Cargill işçisi İstanbul’a yürümeye hazırlanıyor! Sınıf dayanışması ve mücadelesi emperyalist şirketi yenecek!
Bursa Orhangazi’deki Cargill fabrikasında sendikalaştıkları için işten atılan 14 işçinin direnişi 140 günü geçti. Tek Gıda-İş sendikasında örgütlü işçiler fabrika önünde direnişlerini sürdürürken zaman zaman şirketin İstanbul Ataşehir’deki merkezi önünde de eylem yaparak haklarını aradılar. Atılan işçilerin geri alınması ve sendikal örgütlenme üzerindeki baskıların son bulması talebiyle direnen işçiler talepleri karşılık bulmadığı takdirde 13 Eylül’de İstanbul’a yürümeye hazırlanıyor. Cargill işçileri İstanbul’a gelirsek şirketin merkezi önünde çadır kuracağız ve hakkımızı alana kadar dönmeyeceğiz diyor.

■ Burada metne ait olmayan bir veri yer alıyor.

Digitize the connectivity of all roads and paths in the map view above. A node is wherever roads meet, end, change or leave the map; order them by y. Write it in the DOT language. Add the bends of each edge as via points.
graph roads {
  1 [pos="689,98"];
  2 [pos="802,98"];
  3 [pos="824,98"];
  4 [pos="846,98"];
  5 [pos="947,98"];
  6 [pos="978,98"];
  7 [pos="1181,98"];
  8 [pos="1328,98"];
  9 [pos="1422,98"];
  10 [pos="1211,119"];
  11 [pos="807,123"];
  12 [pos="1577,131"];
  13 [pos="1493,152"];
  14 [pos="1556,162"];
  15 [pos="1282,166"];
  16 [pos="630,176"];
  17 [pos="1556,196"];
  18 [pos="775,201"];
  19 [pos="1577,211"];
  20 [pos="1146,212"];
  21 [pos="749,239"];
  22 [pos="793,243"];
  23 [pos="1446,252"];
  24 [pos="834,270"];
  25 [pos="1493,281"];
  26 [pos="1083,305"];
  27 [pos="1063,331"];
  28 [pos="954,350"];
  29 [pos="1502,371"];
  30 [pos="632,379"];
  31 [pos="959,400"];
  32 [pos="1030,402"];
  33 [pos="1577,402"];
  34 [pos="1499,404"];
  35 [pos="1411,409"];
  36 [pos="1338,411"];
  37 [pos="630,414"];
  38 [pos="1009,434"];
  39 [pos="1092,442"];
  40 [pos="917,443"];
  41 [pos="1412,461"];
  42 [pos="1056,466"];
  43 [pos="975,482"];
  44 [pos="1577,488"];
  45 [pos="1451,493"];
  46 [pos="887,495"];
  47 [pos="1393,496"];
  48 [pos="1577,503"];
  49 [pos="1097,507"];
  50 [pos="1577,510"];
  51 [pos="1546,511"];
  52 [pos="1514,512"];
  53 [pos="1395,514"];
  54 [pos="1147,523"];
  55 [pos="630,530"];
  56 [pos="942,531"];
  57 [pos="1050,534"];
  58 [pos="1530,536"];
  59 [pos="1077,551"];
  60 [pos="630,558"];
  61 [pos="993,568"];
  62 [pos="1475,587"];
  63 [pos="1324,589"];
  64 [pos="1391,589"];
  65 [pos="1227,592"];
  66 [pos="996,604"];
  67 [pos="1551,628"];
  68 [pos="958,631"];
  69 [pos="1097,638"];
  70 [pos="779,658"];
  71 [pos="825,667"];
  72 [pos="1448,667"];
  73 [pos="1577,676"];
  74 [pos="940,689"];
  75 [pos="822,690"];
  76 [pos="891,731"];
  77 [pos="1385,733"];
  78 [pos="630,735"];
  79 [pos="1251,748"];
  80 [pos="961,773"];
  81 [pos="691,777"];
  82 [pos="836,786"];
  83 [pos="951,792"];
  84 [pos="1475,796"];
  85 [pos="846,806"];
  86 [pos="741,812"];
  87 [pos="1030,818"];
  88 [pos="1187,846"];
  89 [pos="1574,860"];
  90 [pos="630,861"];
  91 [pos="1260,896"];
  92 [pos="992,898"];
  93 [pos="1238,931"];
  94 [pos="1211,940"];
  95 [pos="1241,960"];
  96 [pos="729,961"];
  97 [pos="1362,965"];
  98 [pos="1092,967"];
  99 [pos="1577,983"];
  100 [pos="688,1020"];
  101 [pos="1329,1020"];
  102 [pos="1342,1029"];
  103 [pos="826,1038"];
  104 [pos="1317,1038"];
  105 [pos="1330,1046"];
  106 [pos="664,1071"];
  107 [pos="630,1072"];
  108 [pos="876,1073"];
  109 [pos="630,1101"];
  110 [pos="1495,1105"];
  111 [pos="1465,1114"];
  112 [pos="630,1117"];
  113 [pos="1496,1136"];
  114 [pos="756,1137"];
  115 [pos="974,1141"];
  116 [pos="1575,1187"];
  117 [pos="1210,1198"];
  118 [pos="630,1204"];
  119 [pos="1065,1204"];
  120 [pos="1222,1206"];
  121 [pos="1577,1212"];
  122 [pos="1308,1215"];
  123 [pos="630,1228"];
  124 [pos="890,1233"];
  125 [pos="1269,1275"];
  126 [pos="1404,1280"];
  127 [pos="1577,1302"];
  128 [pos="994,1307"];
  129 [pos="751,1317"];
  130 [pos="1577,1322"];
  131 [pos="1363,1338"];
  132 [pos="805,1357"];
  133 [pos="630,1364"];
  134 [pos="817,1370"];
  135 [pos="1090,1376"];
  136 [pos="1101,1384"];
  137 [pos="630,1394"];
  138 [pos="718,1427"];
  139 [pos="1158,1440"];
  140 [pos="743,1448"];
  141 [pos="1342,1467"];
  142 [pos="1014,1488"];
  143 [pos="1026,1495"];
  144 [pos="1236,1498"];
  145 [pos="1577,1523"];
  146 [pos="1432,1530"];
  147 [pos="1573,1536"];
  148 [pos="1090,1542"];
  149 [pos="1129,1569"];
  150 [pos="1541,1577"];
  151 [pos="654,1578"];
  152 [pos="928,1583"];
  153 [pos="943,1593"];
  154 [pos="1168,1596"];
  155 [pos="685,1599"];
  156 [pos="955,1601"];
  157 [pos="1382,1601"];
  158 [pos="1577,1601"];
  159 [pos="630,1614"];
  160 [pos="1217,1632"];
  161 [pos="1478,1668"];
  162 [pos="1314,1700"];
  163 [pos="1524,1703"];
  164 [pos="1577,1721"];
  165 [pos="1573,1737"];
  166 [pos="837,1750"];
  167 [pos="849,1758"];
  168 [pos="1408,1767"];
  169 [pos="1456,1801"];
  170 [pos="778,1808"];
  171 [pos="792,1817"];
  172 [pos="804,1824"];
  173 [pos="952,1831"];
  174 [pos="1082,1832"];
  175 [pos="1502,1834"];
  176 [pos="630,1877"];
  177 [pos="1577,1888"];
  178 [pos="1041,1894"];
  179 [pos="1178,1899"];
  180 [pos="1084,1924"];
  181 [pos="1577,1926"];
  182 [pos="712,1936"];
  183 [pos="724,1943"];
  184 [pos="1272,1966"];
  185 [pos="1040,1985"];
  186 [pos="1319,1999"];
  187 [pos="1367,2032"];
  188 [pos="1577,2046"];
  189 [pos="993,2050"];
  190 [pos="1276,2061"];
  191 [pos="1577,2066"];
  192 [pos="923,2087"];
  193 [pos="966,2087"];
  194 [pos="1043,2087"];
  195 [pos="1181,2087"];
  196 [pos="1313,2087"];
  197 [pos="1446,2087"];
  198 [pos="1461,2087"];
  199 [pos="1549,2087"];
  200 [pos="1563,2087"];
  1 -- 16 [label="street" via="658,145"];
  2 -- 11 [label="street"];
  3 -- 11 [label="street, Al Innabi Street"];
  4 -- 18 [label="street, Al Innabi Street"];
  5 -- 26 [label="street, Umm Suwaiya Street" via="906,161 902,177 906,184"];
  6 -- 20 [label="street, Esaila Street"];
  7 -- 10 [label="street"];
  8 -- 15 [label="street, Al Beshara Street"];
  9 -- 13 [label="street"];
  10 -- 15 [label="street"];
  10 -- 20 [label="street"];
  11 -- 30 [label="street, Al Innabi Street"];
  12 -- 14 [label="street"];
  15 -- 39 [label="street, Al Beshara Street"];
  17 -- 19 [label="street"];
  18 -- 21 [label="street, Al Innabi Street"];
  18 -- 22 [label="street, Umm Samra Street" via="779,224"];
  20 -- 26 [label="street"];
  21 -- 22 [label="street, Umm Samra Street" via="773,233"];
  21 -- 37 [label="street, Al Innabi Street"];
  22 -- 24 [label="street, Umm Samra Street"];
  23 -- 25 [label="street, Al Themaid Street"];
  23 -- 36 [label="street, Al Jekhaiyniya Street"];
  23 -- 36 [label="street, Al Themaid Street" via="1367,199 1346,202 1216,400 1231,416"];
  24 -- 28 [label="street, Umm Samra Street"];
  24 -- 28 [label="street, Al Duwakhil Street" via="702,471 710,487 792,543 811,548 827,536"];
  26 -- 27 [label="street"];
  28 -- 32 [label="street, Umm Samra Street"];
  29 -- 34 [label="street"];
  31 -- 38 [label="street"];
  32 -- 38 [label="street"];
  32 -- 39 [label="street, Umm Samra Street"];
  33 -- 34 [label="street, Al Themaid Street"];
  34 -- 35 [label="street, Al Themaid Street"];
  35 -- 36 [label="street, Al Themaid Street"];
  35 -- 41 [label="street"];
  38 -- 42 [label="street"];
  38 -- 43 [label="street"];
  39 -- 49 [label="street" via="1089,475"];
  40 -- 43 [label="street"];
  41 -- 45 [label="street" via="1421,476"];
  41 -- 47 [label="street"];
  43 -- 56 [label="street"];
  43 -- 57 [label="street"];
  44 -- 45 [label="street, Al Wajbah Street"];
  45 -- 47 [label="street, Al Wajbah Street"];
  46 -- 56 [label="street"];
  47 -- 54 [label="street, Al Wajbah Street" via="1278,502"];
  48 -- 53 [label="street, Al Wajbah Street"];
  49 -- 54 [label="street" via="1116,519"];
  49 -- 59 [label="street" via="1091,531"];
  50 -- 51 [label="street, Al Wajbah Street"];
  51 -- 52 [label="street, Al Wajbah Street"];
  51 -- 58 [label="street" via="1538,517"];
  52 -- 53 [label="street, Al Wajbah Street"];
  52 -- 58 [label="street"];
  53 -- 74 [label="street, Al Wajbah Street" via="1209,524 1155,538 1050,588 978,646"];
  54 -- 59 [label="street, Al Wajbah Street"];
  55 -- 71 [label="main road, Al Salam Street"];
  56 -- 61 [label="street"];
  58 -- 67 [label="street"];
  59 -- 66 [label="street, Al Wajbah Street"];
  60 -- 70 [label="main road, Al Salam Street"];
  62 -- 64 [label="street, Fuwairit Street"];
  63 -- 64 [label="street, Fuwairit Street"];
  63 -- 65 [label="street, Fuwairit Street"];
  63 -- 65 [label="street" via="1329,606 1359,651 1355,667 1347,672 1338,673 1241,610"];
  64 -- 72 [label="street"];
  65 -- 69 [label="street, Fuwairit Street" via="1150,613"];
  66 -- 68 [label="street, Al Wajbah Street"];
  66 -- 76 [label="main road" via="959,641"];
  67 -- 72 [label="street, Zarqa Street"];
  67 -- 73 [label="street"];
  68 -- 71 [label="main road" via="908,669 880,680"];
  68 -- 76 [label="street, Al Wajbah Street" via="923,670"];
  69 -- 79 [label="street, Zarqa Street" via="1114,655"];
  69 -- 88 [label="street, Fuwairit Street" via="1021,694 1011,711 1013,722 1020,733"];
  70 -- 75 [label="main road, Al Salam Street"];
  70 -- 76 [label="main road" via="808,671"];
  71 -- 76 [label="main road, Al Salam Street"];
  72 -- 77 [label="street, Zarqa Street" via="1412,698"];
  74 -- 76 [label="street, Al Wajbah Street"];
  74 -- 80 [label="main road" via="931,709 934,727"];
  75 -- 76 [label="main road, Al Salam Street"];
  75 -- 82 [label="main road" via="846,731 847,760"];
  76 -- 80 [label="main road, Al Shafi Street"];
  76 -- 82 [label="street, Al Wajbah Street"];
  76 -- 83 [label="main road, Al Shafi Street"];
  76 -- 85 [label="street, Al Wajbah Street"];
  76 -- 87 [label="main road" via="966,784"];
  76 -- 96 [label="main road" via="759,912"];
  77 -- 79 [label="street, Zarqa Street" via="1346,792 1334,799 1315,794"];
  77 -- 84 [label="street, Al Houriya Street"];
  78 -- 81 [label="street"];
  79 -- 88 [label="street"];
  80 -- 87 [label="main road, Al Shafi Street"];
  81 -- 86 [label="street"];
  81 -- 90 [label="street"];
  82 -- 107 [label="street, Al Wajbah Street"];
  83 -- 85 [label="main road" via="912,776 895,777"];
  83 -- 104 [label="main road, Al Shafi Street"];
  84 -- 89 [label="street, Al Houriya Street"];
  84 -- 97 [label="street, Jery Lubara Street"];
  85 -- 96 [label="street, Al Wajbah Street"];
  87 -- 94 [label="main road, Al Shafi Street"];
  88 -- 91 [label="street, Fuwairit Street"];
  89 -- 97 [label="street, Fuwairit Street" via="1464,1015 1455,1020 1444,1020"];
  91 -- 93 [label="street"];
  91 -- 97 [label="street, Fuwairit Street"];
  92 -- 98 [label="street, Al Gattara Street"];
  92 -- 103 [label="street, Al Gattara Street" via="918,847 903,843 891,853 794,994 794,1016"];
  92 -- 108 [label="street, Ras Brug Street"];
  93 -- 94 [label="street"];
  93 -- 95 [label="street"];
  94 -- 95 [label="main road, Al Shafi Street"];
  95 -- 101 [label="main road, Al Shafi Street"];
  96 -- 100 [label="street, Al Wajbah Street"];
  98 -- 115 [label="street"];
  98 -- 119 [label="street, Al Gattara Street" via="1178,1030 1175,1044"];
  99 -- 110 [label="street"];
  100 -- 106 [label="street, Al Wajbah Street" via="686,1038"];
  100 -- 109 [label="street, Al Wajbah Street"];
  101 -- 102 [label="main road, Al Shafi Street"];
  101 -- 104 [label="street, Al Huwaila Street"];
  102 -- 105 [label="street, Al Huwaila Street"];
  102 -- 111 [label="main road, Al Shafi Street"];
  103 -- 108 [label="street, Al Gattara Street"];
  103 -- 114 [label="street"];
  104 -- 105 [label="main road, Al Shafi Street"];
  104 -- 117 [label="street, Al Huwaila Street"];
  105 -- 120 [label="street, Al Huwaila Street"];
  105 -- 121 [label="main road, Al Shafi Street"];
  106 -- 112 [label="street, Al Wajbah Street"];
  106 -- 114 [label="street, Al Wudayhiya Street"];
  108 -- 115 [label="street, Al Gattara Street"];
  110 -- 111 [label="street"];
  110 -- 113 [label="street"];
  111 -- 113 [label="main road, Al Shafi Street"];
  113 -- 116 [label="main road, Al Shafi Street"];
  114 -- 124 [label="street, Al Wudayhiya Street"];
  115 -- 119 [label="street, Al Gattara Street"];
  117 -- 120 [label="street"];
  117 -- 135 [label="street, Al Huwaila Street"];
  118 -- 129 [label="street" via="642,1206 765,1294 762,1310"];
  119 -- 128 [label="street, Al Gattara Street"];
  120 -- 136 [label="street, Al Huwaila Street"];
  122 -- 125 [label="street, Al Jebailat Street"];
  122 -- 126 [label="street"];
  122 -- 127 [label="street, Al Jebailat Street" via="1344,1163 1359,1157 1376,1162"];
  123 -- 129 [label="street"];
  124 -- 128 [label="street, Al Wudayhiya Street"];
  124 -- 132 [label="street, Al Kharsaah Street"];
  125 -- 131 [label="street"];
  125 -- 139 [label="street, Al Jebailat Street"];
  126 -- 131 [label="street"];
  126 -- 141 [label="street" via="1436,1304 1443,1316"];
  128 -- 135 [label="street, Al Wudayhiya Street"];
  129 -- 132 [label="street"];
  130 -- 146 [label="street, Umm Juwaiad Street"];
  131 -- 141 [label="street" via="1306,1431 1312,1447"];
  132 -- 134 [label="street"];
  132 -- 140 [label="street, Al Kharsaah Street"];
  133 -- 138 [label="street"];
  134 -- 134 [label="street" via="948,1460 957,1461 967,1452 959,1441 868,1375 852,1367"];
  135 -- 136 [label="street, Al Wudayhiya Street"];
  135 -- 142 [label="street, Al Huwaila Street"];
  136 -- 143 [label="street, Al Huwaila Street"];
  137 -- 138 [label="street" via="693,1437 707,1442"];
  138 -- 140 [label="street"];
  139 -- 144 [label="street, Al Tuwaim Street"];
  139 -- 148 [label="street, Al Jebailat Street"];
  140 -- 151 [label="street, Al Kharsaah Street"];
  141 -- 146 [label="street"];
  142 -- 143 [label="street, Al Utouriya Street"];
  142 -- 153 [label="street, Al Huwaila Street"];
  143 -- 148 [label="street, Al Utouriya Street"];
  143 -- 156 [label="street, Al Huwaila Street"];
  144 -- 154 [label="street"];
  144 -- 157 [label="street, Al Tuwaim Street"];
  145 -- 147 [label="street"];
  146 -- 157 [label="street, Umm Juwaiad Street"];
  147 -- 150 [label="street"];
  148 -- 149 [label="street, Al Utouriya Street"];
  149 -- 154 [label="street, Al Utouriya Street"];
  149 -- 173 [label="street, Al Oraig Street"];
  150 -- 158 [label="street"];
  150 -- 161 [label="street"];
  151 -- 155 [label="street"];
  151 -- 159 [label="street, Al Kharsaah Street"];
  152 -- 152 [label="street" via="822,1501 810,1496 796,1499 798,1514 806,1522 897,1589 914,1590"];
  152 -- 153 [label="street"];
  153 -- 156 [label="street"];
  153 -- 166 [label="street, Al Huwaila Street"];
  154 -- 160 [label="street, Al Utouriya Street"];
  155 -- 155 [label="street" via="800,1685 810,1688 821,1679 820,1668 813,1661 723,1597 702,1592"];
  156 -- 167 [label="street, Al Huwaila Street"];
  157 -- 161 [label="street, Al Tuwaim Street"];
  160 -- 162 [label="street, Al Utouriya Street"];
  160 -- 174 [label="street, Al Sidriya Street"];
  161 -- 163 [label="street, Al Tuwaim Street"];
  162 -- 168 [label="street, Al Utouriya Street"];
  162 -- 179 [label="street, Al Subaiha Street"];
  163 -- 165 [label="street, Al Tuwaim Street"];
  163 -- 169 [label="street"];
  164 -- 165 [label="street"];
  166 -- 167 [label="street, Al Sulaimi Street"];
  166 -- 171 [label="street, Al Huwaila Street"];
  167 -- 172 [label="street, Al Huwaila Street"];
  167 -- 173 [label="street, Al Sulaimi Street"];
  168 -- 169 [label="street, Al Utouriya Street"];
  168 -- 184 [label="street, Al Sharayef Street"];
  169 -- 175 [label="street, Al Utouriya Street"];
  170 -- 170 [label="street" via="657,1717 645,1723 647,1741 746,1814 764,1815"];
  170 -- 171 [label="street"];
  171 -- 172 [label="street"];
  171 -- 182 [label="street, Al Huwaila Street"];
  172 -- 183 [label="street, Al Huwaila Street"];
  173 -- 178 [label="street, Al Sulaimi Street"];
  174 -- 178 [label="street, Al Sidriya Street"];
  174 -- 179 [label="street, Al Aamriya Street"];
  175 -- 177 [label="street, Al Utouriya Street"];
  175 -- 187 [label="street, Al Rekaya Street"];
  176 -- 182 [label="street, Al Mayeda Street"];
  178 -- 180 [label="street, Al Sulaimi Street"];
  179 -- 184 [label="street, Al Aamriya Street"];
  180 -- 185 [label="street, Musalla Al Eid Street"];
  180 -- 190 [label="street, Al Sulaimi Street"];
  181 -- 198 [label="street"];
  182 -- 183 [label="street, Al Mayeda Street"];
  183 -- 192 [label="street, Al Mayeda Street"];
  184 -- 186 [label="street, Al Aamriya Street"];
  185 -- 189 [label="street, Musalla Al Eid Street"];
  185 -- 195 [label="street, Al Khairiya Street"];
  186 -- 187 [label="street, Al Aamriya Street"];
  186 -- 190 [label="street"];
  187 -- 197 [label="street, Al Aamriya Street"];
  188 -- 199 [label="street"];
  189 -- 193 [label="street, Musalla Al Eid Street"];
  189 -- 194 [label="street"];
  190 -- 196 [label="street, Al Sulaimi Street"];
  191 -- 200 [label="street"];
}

Emperyalist şirkete karşı uluslararası dayanışma
Cargill, Amerikan sermayeli dünya çapında bir tekel. İşçiler de emperyalist Cargill’e uluslararası dayanışma ile cevap veriyor. Uluslararası Gıda, Tarım, Otel, Restoran, İkram ve Tütün İşçileri Sendikalar Birliği (IUF) “Reinstate #TheCargill14” (Cargill14 işe iade edilsin) sloganıyla bir kampanya başlattı. Onlarca ülkede, bu kampanya ile Türkiye’deki Cargill fabrikasının ILO sözleşmelerine aykırı olarak sendikalaşmayı engellediği ve işçilerin mücadelesinin haklılığı anlatılıyor. Tüm dünyadan işçi dostları Cargill CEO’su David McLennan ve Türkiye’deki yetkililere faks ve e-mail atarak işçilere desteklerini gösteriyor ve şirketten haklı talepleri karşılamasını istiyor.
Kota sınırlaması yalan! Sendikasızlaştırma gerçek!
Şeker Fabrikaları özelleştiriliyor, bununla birlikte Cargill şirketi Nişasta Bazlı Şekerlerle (NBŞ) halkı zehirlemeye devam ediyor. Halktan yükselen tepkiler karşısında AKP hükümeti, NBŞ kotasını düşürdüğünü açıklamıştı. Ancak Cargill, 24 Haziran seçimlerinin ardından üretime hız verince ve işçileri fazla mesaiye bırakınca kotaların fiilen düşürülmediği ortaya çıktı. Çünkü kotalarla ilgili yasaya eklenen geçici bir madde ile bakanlar kurulu yönetmelik çıkarıncaya kadar eski kotaların geçerli olduğu belirtilmişti. O bakanlar kurulu kararı hiçbir zaman çıkmadı. Cargill ek bir kota kısıtlaması olmadan üretime devam etti. Bu aynı zamanda kota sınırlaması dolayısıyla işçileri işten çıkarttığını iddia eden Cargill yönetiminin yalan söylediğini ve esas nedenin sendikalaşma olduğunu da kanıtlıyor.
Cargill işçisinin kazanması tüm işçilerin kazanması demektir
Cargill işçileri sendikalaşarak hakkını arıyor. Kapitalistler ekonomik krizin faturasını işçilere ödetmek istiyor. İşini, ekmeğini ve çocuklarının geleceğini korumak isteyen tüm işçiler de Cargill işçileri gibi sendikalaşmalı ve birlikte mücadele etmelidir.
Bu mücadele hepimizindir!
Tüm dünyada emperyalistler sermaye yatırımları ile hakimiyet kurmaktadır. Cargill de bu yatırımları yapan şirketlerden biridir. Bu şirketler, Türkiye gibi ülkelerde ucuz işgücünü sömürerek kârlarını merkezlerine taşımaktadır. Cargill işçisinin taleplerini sahiplenmek ve bu emperyalist şirketin işçi denetiminde kamulaştırılmasını savunmak emperyalizme karşı emekçi halkın topyekûn bir talebi haline gelmelidir. Çünkü mevcut iktidar tam tersine Cargill’i kollamaktadır. Sermaye iktidarından beklentimiz olmamalıdır. Sınıf dayanışması ve mücadelesi tek geçerli yoldur.
Bu yazı Gerçek gazetesinin Eylül 2018 tarihli 108. sayısında yayınlanmıştır.